- [Task description] Please return every line from the entries that has the string "Plain" in it.

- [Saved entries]
___

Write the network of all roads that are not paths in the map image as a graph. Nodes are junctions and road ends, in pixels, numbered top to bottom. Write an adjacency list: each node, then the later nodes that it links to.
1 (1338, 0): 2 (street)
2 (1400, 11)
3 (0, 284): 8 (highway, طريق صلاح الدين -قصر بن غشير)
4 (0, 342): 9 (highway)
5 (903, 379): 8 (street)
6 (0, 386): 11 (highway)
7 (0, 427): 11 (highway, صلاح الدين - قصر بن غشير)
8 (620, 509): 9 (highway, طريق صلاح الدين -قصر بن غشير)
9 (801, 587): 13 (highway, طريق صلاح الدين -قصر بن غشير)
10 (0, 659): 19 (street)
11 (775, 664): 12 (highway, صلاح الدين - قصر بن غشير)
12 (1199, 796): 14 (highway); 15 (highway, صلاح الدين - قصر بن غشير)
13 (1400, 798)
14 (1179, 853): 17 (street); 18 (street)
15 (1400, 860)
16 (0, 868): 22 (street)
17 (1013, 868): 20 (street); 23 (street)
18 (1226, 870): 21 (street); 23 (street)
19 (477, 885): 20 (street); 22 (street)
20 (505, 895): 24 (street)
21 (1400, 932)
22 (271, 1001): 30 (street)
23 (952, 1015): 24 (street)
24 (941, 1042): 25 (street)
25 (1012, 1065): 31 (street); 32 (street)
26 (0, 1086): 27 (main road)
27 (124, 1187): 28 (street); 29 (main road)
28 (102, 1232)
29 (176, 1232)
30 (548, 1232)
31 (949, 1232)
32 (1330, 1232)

___

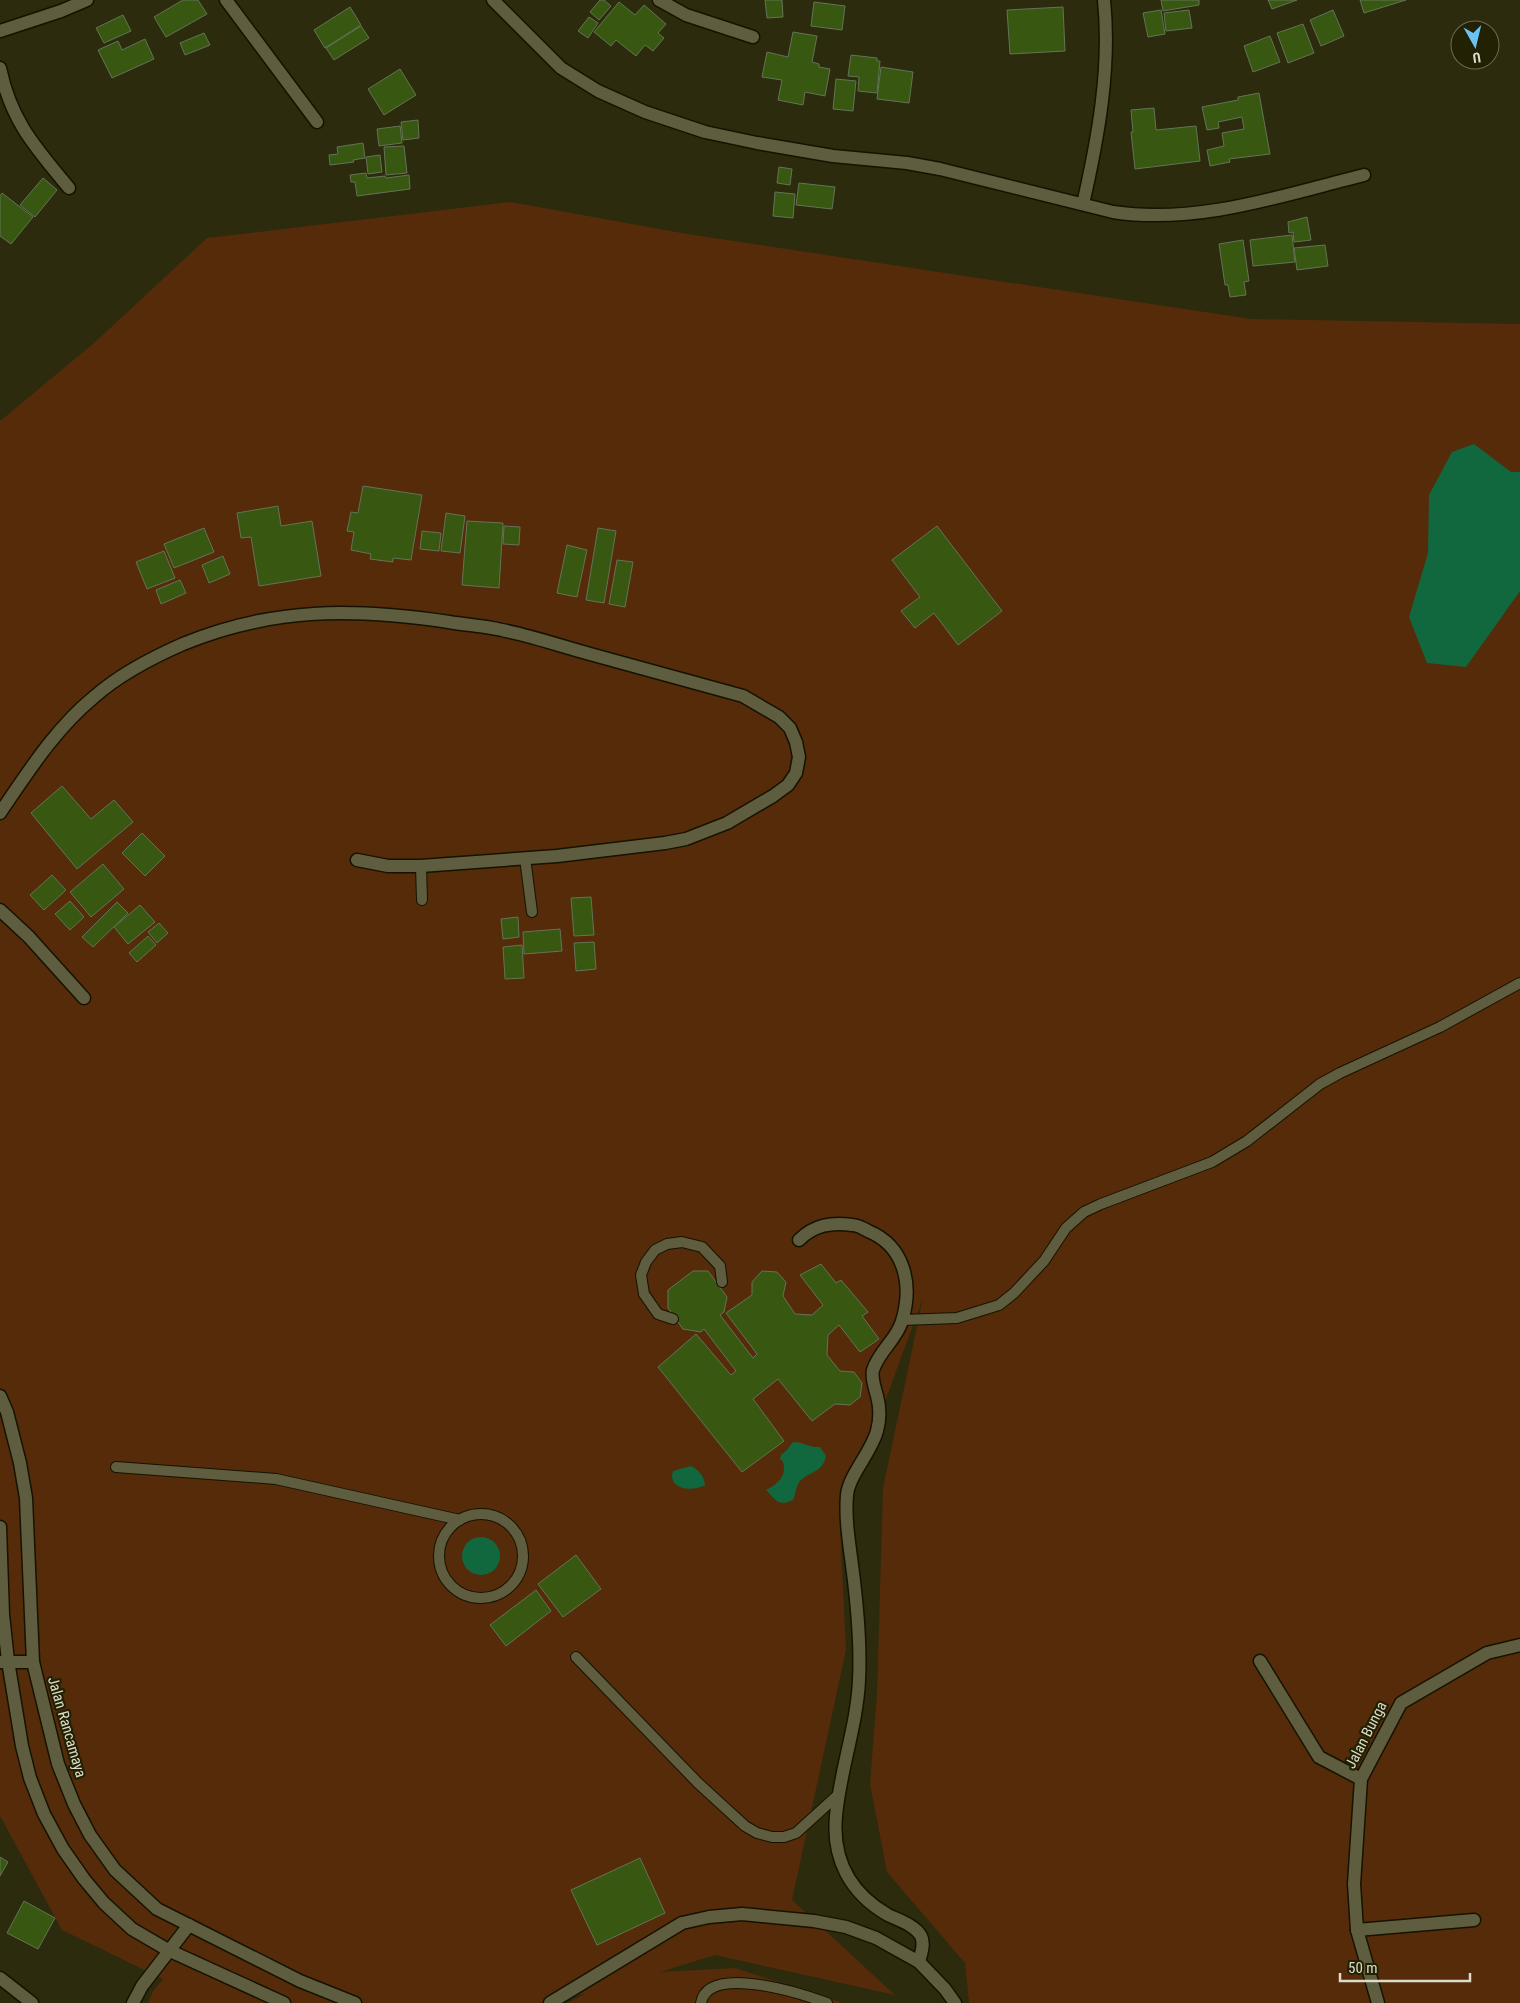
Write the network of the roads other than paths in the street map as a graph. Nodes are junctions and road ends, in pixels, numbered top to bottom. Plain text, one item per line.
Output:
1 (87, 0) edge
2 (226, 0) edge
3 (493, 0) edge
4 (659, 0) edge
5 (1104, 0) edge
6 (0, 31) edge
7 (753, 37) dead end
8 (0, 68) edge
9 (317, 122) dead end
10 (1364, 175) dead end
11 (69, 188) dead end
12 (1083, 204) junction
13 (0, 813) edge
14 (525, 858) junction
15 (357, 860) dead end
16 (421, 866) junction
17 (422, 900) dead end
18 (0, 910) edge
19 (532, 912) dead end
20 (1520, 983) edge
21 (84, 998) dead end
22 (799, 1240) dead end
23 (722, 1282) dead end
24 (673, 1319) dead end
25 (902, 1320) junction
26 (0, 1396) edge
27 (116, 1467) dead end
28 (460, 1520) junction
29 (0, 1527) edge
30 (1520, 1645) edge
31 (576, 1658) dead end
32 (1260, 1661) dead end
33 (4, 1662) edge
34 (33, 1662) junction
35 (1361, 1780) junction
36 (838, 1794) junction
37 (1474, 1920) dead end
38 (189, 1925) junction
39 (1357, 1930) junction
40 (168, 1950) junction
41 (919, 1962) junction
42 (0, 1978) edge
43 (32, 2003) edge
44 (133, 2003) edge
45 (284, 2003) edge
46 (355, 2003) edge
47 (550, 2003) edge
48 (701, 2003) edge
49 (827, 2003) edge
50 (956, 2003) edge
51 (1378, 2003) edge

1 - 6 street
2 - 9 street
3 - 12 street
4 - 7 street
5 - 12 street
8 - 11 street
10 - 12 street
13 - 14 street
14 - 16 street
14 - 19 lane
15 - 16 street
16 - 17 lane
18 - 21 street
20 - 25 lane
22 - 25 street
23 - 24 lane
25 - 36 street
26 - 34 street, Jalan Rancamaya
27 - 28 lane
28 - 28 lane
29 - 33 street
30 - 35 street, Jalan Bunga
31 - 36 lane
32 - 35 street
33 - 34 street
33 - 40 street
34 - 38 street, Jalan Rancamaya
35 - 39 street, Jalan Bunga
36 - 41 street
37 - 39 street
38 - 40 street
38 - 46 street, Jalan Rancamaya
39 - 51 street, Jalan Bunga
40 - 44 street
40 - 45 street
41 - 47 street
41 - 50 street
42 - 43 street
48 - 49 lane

___

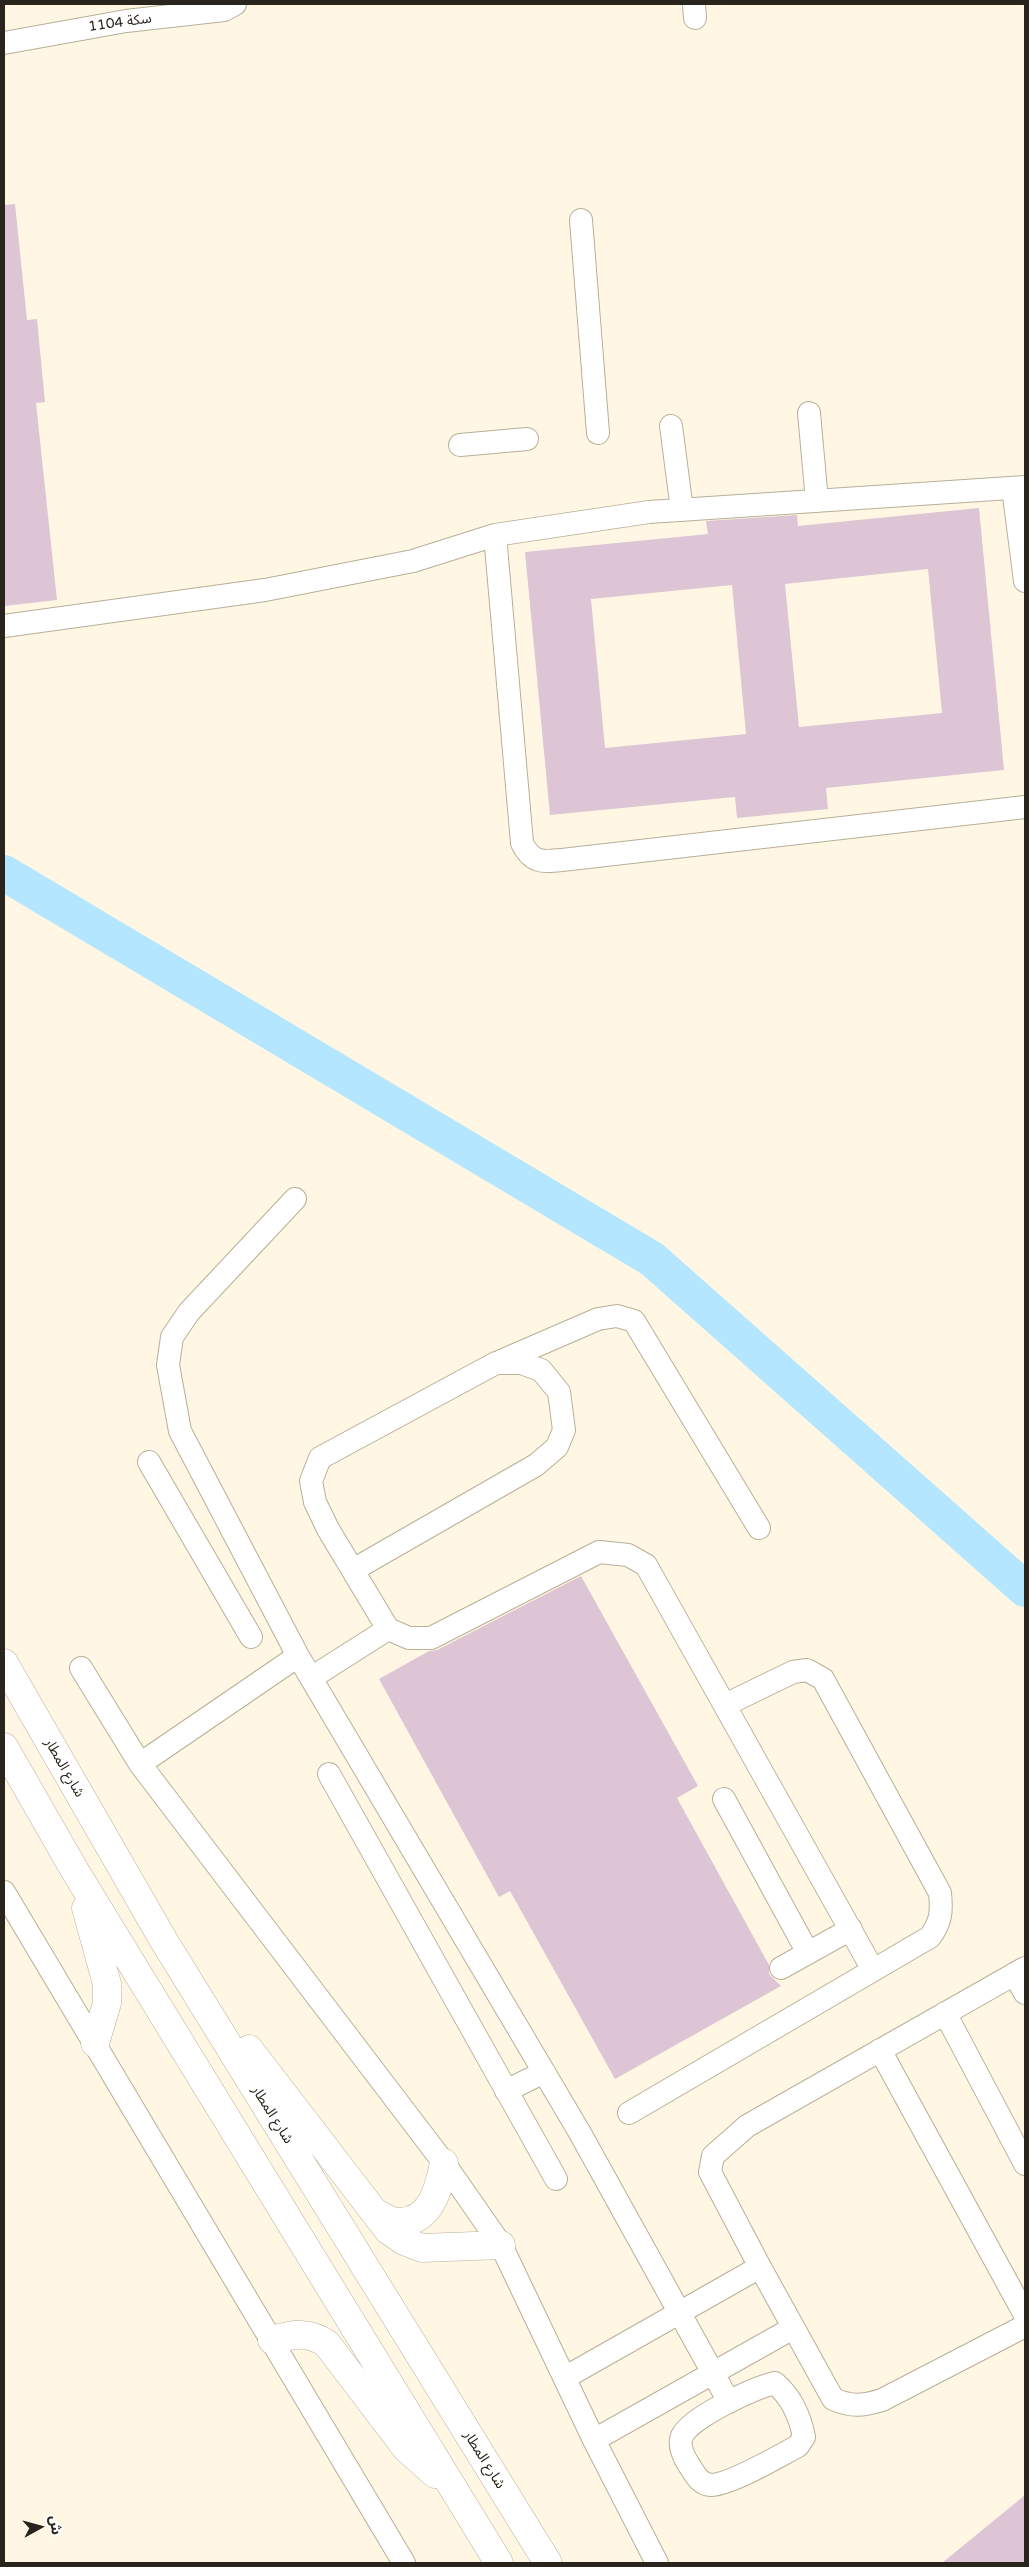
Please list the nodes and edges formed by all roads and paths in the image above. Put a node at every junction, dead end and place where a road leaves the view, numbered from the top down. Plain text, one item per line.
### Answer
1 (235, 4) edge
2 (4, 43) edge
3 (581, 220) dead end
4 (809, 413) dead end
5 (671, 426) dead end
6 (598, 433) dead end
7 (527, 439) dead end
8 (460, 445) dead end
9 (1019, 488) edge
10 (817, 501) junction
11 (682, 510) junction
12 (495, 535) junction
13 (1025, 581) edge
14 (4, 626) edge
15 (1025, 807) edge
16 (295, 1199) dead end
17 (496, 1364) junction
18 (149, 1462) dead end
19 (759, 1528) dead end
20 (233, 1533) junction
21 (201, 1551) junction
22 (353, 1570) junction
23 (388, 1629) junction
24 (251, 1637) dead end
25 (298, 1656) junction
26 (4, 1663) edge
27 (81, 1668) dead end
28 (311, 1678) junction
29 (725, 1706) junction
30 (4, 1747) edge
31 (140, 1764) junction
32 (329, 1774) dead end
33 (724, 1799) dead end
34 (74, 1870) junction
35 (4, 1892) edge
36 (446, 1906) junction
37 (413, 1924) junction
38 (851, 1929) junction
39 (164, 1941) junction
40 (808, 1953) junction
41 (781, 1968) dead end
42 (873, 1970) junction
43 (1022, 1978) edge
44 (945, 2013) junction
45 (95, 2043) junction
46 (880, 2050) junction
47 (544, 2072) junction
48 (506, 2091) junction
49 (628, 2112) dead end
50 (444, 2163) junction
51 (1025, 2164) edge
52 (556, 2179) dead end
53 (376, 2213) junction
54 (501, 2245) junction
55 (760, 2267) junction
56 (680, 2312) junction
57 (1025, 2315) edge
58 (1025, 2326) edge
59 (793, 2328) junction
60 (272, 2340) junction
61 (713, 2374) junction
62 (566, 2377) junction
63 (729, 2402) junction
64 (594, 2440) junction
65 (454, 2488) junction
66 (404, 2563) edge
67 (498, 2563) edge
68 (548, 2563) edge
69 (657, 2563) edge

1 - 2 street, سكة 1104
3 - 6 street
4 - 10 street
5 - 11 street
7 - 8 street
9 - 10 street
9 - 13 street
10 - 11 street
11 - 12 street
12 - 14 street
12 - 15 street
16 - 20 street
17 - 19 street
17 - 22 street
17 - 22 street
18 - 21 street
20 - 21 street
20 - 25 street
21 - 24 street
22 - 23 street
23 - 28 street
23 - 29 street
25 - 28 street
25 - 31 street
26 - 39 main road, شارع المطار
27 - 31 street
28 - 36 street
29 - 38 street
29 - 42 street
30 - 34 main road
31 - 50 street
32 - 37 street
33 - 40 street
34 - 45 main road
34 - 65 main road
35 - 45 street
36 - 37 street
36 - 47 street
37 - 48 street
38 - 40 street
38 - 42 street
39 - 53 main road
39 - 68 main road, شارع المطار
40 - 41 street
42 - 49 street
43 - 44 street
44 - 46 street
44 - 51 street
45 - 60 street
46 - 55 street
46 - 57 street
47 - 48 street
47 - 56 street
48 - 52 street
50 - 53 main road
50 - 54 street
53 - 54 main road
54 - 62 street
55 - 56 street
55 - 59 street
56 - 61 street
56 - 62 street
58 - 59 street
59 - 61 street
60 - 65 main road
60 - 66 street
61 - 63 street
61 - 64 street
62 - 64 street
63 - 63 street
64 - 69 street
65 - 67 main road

___

- [Exercise result]
Write the network of the roads other than paths in the street map as a graph. Nodes are junctions and road ends, in pixels, numbered top to bottom. Plain text, one item per line.
Please list the nodes and edges formed by all roads and paths in the image above. Put a node at every junction, dead end and place where a road leaves the view, numbered from the top down. Plain text, one item per line.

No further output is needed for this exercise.